L’élection de Stefanos Kasselakis à la tête du parti, marque la “deuxième mort” de Syriza, la première étant survenue en été 2015 lorsque Tsipras accepta les conditions drastiques de la Troïka, pivotant le parti de l’anti-austérité vers une acceptation de mesures néolibérales sévères.
La trajectoire de Syriza depuis cette capitulation reflète les observations de Marx dans “Le Dix-huit Brumaire de Louis Bonaparte” sur la répétition des événements historiques : la première fois comme tragédie et la seconde comme farce. L’ascension de Kasselakis, avec son profil de nouveau riche et son utilisation habile des médias sociaux, incarne cette farce, soulignant un éloignement encore plus marqué des principes initiaux de Syriza.
L’engagement de Syriza dans des politiques d’austérité et sa transformation en un véhicule de néolibéralisme ont été consolidés par l’adoption de politiques qui ont déçu son électorat, qui lui a sévèrement fait payer lors des scrutins de 2019. La restructuration du parti sous Tsipras, qui a transformé Syriza en une machine électorale centrée sur le leader plutôt qu’une entité avec des racines militantes solides, a préparé le terrain pour l’émergence de figures comme Kasselakis.

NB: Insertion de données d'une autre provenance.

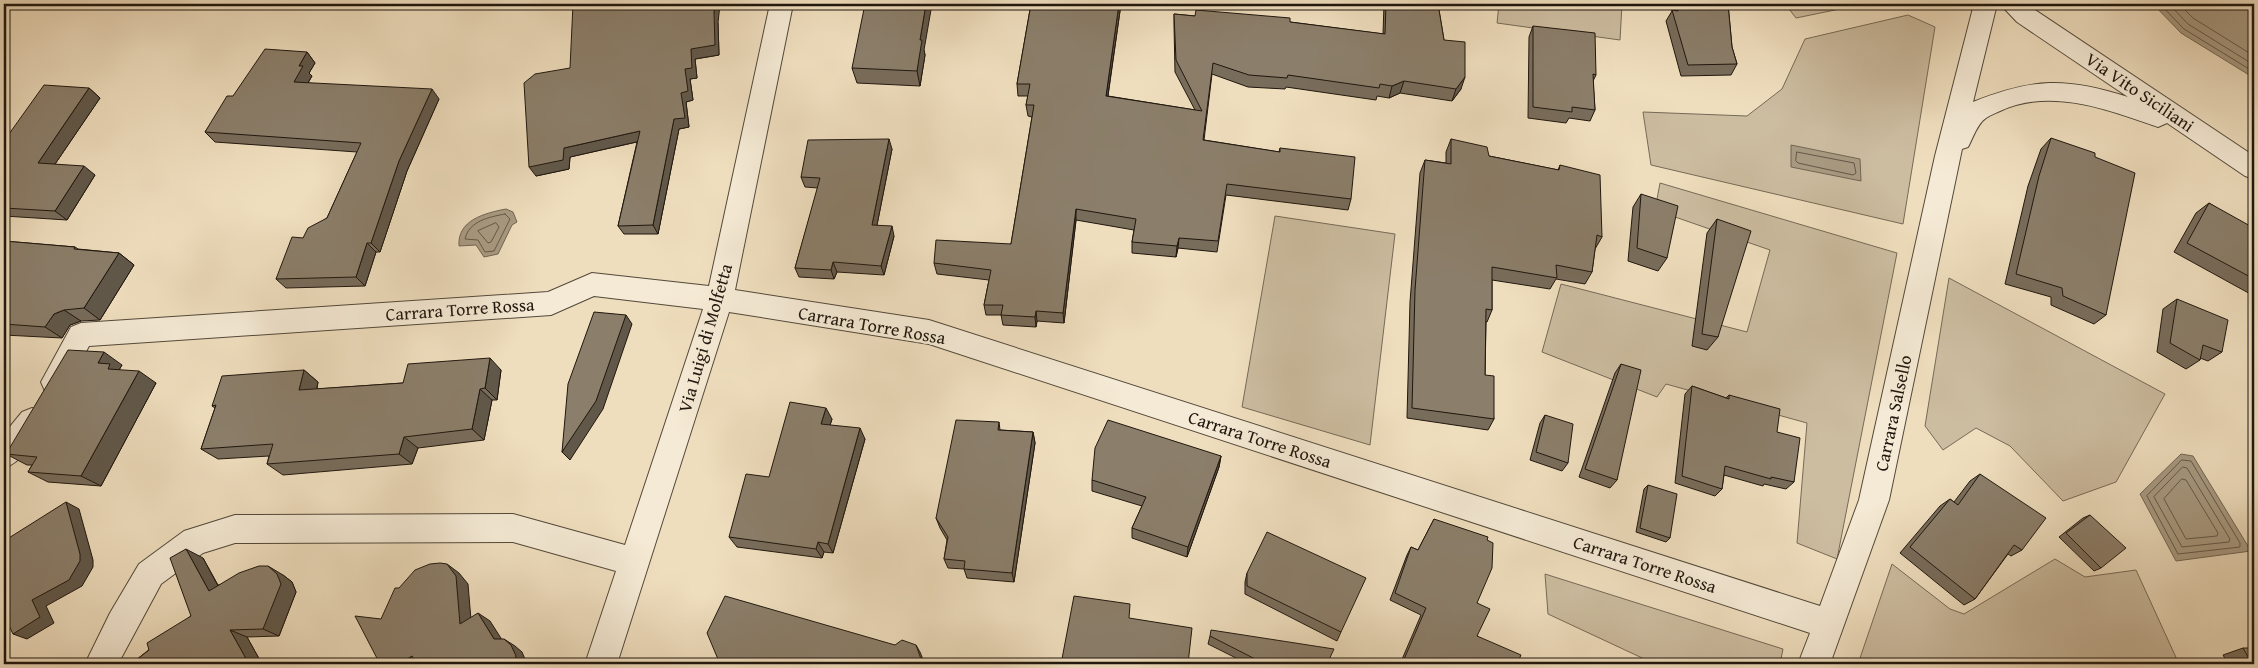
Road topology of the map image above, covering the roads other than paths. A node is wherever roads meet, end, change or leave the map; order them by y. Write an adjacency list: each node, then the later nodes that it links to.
1 (781, 4): 7 (street, Via Luigi di Molfetta)
2 (1985, 4): 5 (street, Carrara Salsello)
3 (2019, 10): 4 (street, Via Vito Siciliani)
4 (2200, 133): 5 (street); 6 (street, Via Vito Siciliani)
5 (1948, 156): 10 (street, Carrara Salsello)
6 (2254, 169)
7 (720, 299): 8 (street, Carrara Torre Rossa); 9 (street, Via Luigi di Molfetta); 10 (street, Carrara Torre Rossa)
8 (4, 455)
9 (634, 562): 11 (street); 12 (street, Via Luigi di Molfetta)
10 (1829, 624): 13 (street, Carrara Salsello)
11 (101, 664)
12 (601, 664)
13 (1814, 664)

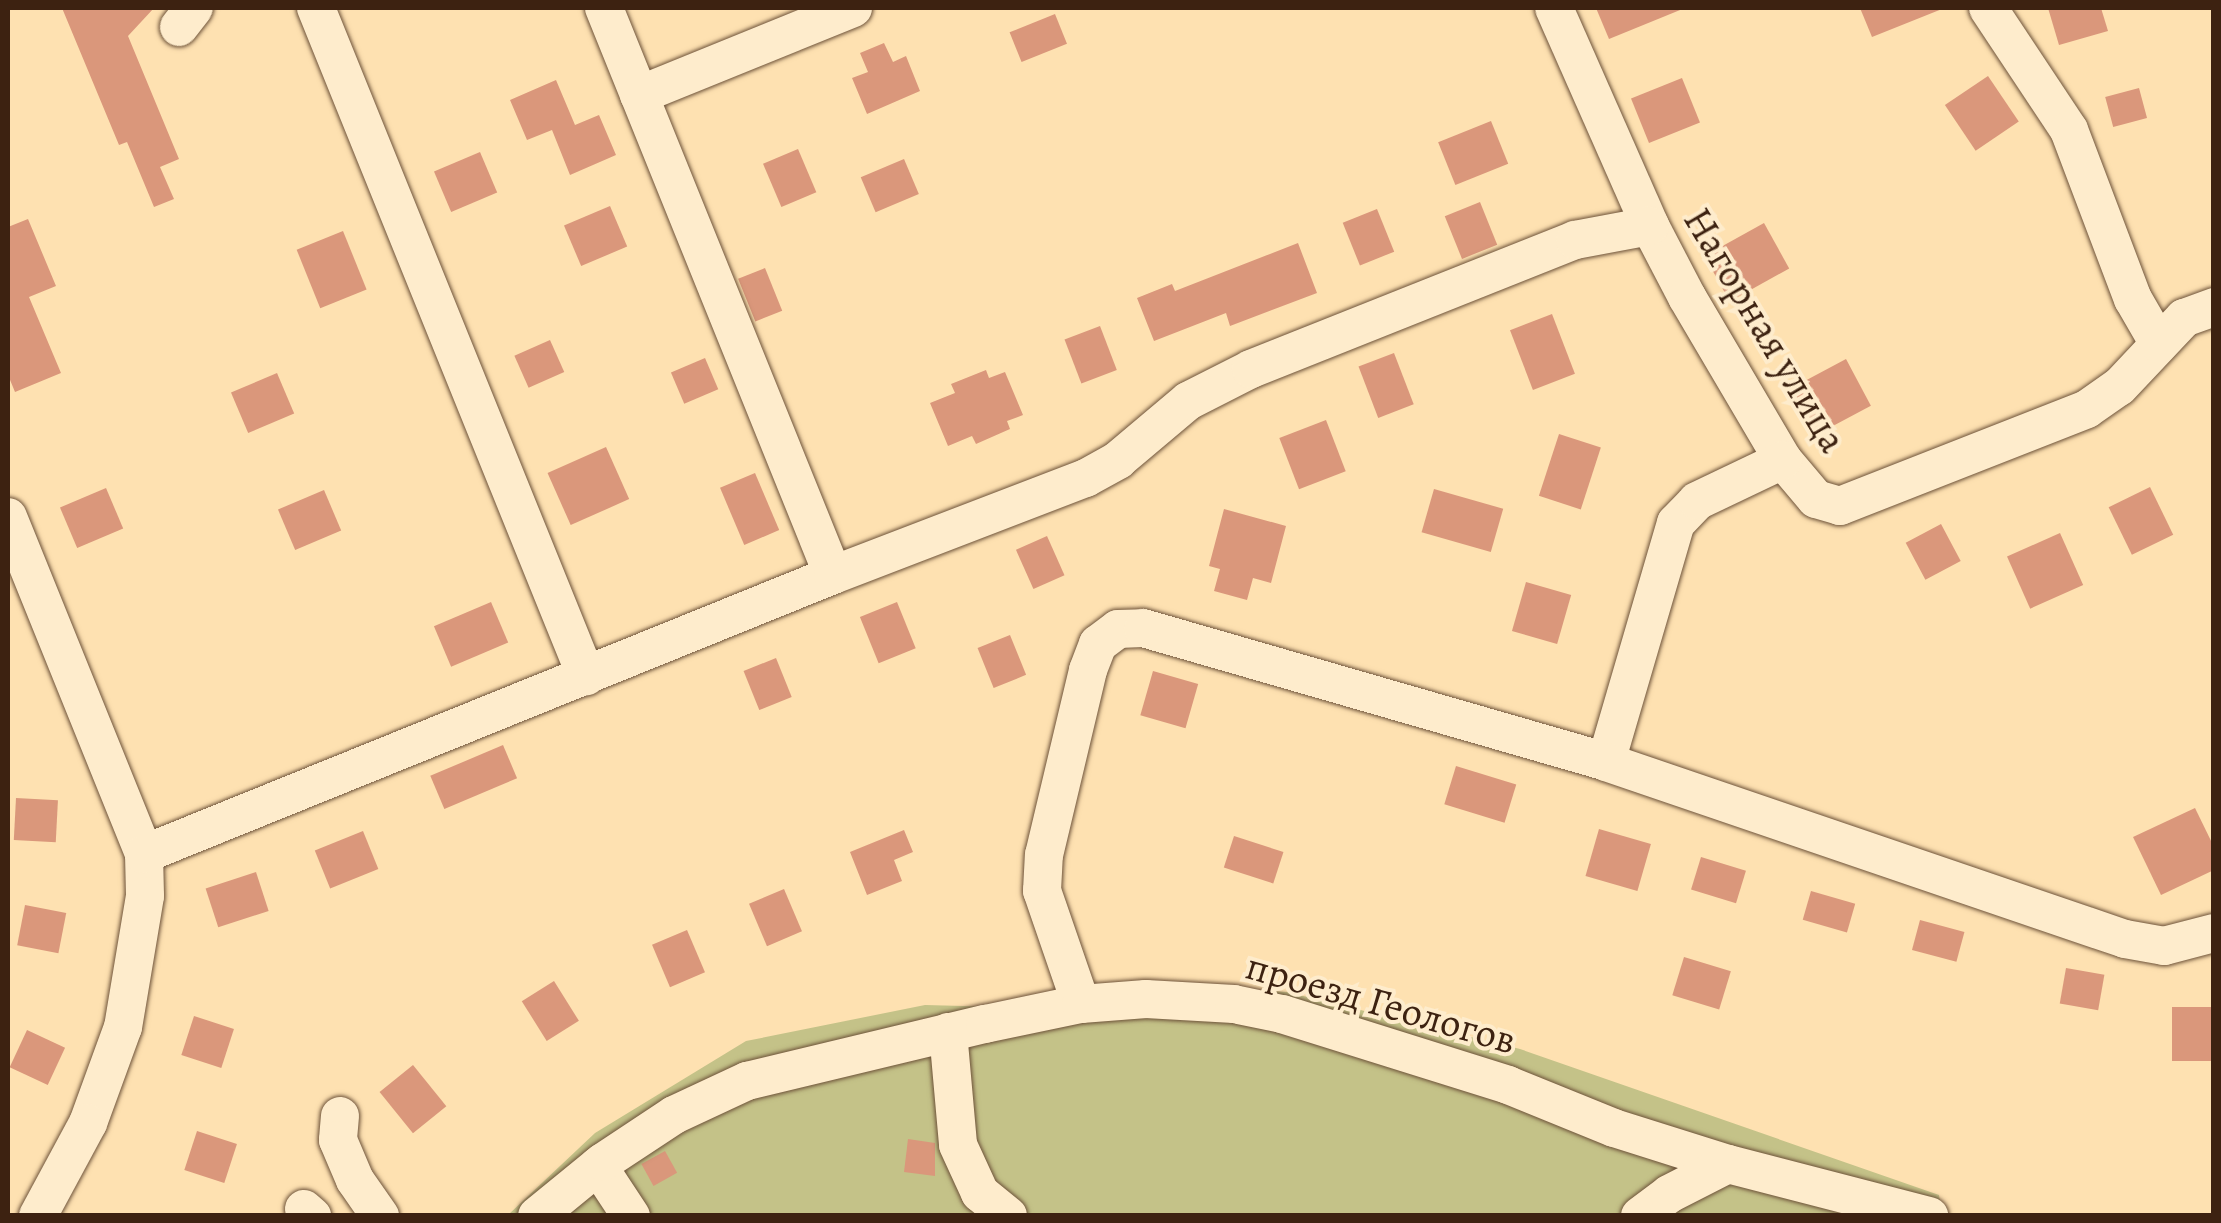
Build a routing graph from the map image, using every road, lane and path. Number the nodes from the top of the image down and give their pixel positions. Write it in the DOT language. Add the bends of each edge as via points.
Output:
graph roads {
  1 [pos="316,8"];
  2 [pos="604,8"];
  3 [pos="853,8"];
  4 [pos="1554,8"];
  5 [pos="1988,8"];
  6 [pos="639,95"];
  7 [pos="1650,226"];
  8 [pos="2214,307"];
  9 [pos="2159,344"];
  10 [pos="1782,460"];
  11 [pos="8,517"];
  12 [pos="834,575"];
  13 [pos="586,676"];
  14 [pos="1606,762"];
  15 [pos="144,854"];
  16 [pos="2214,933"];
  17 [pos="1081,1004"];
  18 [pos="948,1032"];
  19 [pos="340,1116"];
  20 [pos="1728,1164"];
  21 [pos="598,1166"];
  22 [pos="38,1216"];
  23 [pos="380,1216"];
  24 [pos="538,1216"];
  25 [pos="631,1216"];
  26 [pos="1008,1216"];
  27 [pos="1640,1216"];
  28 [pos="1929,1216"];
  1 -- 13 [label="street"];
  2 -- 6 [label="street"];
  3 -- 6 [label="street"];
  4 -- 7 [label="street, Нагорная улица"];
  5 -- 9 [label="street" via="2068,130 2132,299"];
  6 -- 12 [label="street"];
  7 -- 10 [label="street, Нагорная улица"];
  7 -- 12 [label="street" via="1575,240 1216,384 1086,478"];
  8 -- 9 [label="street, Нагорная улица" via="2184,318"];
  9 -- 10 [label="street, Нагорная улица" via="2119,387 2087,409 1840,506 1816,499"];
  10 -- 14 [label="street" via="1697,501 1676,523"];
  11 -- 15 [label="street"];
  12 -- 13 [label="street"];
  13 -- 15 [label="street"];
  14 -- 16 [label="street" via="2125,940 2164,946"];
  14 -- 17 [label="street" via="1144,628 1118,629 1098,644 1088,670 1044,854 1042,892"];
  15 -- 22 [label="street" via="145,896 123,1027 88,1124"];
  17 -- 18 [label="street, проезд Геологов"];
  17 -- 20 [label="street, проезд Геологов" via="1182,999 1282,1014"];
  18 -- 21 [label="street, проезд Геологов" via="747,1082 674,1115"];
  18 -- 26 [label="street" via="958,1145 980,1193"];
  19 -- 23 [label="street" via="338,1140"];
  20 -- 27 [label="street"];
  20 -- 28 [label="street, проезд Геологов"];
  21 -- 24 [label="street, проезд Геологов"];
  21 -- 25 [label="street"];
}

Le cas de Kasselakis est particulièrement révélateur de la vulnérabilité des partis de gauche radicale qui accèdent au pouvoir par les urnes. Son inexpérience et ses liens avec les élites économiques et médiatiques soulignent une dérive vers un centrisme qui trahit les espoirs de changement radical. Sa popularité, propulsée non pas par un engagement politique profond mais par une campagne de relations publiques, reflète la transformation de Syriza en une coquille vide, privée de la substance militante qui lui avait donné vie.
La transformation de Syriza en un parti qui pourrait être perçu comme un équivalent grec du Parti Démocrate américain est un témoignage de cette dérive, éloignant le parti non seulement de ses racines de gauche radicale mais aussi de tout potentiel révolutionnaire ou transformateur. L’évolution de Syriza illustre une leçon amère mais nécessaire : les partis de gauche radicale qui cherchent à réaliser des changements profonds par les mécanismes électoraux traditionnels sont inévitablement absorbés par le système qu’ils aspirent à changer. De la Grèce à l’Espagne, tout parti de gauche radicale a suivi le même chemin tragique, d’abord comme drame, puis comme farce, menant immanquablement à sa propre disparition dans le cadre même du système qu’il espérait transformer.